It’s early morning hours and I am finally finding myself able to focus on…me. I’ve been dodging it now for days, not wanting to get back into the mode of healing again. It hurts so hard. I kept it under control while in session with Lori when I saw her a few weeks ago – at least I think it was that long ago. Now I am coming up on another session and realizing I have really squandered the time and opportunities, avoiding getting back into that space I need to be in. I feel like Dr. Do Little’s push-me-pull-you: drawing near to the healing I need to do and fleeing from it at the same time. I left Lori’s office feeling determined to do the work. Every time I approached the computer I detoured to playing games. Then I just avoided the computer all together. Now, finally, here I am…and, yup, it still hurts.
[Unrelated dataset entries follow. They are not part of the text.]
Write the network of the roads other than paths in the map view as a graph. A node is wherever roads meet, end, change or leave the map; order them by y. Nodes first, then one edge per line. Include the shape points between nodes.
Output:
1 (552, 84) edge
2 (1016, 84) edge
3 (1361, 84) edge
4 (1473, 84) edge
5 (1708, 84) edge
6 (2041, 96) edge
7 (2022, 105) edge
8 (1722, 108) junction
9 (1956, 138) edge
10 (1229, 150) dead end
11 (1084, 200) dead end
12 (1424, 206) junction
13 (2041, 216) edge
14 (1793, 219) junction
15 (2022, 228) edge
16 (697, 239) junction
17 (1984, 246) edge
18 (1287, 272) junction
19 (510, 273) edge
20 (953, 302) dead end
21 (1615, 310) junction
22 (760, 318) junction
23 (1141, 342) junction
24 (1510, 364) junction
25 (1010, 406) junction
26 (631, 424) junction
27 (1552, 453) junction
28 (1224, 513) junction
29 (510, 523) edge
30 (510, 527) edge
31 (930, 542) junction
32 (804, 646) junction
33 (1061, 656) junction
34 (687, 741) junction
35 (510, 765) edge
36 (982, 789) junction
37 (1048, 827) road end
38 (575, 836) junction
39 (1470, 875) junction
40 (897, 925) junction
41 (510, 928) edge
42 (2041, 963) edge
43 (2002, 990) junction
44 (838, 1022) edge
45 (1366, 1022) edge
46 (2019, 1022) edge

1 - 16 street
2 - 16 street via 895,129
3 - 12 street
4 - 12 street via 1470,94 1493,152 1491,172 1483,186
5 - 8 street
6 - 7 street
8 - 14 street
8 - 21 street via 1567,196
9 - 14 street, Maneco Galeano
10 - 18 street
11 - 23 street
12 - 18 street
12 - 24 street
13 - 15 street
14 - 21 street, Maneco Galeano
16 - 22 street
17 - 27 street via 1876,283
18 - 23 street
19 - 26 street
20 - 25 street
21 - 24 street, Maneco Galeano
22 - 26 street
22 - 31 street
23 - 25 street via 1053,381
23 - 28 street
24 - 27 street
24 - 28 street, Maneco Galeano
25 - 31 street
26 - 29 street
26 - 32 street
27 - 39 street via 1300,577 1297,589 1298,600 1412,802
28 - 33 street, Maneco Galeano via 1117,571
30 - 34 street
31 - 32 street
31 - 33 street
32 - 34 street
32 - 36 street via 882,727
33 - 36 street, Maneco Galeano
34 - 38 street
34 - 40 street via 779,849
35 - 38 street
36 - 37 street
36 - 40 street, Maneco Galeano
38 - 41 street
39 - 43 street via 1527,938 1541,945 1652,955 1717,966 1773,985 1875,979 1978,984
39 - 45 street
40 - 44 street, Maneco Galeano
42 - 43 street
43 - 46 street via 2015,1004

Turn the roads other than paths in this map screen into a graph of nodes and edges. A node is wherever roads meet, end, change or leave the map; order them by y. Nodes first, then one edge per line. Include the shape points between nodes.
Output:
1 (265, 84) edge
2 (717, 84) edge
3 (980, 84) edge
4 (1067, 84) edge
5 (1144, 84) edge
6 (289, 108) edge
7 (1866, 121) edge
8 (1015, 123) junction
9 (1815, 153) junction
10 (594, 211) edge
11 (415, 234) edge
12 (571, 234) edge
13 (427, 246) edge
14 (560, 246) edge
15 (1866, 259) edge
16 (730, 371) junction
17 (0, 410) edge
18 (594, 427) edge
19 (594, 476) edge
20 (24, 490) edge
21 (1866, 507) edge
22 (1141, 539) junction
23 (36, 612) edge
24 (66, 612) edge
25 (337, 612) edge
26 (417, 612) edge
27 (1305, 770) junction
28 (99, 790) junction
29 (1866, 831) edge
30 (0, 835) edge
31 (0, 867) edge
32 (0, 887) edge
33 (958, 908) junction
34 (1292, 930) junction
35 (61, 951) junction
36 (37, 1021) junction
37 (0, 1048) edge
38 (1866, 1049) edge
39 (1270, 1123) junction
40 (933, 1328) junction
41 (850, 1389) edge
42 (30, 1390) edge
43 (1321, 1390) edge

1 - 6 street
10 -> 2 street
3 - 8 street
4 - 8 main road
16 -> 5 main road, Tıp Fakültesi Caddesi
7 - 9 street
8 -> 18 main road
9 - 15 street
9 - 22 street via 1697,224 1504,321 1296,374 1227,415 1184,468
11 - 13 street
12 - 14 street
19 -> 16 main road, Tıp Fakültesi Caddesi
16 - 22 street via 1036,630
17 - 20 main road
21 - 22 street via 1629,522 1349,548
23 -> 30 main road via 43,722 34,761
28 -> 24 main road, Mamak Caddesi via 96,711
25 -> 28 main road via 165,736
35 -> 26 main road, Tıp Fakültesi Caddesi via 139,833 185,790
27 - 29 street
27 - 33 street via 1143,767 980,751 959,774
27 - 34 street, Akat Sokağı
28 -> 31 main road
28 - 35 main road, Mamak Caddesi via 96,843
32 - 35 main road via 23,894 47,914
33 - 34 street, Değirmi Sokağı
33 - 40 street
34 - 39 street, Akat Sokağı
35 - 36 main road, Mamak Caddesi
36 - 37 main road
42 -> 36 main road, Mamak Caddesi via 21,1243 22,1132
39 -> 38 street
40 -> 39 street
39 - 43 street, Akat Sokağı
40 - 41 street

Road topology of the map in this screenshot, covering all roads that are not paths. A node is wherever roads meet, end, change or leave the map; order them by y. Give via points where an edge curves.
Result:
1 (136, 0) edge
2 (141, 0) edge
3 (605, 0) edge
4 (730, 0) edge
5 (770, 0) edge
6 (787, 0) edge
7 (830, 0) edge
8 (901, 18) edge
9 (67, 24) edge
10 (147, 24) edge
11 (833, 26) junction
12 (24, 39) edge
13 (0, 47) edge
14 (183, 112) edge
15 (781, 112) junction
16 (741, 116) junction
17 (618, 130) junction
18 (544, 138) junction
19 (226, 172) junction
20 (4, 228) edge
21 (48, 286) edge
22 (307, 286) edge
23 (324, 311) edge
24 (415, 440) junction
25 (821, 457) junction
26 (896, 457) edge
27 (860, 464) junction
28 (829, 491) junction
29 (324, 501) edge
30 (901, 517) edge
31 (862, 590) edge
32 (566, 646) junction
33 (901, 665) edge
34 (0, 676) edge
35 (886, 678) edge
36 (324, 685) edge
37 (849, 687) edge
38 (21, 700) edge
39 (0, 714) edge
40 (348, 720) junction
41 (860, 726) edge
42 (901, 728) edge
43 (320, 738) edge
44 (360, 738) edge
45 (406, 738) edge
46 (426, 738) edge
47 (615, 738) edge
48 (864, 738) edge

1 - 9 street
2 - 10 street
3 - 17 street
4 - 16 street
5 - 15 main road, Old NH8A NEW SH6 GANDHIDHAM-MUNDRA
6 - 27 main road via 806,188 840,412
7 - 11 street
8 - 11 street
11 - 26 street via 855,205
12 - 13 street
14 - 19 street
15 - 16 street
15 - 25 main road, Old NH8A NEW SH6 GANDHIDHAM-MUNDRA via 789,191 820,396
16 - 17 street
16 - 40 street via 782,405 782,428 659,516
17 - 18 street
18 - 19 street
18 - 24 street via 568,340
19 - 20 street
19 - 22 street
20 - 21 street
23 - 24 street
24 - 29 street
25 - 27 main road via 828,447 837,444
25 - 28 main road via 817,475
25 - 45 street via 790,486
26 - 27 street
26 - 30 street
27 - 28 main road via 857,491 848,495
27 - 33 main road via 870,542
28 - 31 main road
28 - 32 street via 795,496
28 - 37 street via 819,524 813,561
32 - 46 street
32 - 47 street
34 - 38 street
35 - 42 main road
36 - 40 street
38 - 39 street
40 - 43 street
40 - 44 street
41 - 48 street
Tonight, when I finally got focused on picking up the pieces and moving forward, I stumbled upon an unfinished journal entry that I wrote the last time I was out. It was years ago chronologically, but for me it catapulted me right back to where I was back then. I couldn’t face what I needed to do toward healing at the time, so others have again done their healing work and once again I am remaining so very, very broken. I wonder what it will take to give me the courage to face what I have to face, do what I have to do, so life can move forward.
When I started typing this it was supposed to be a brief introduction to the journal entry with the intention of pasting it in to this post. It has turned into a full post of it’s own; so I guess I will just post this much for tonight and leave the rest for another day when I am brave enough to finish it.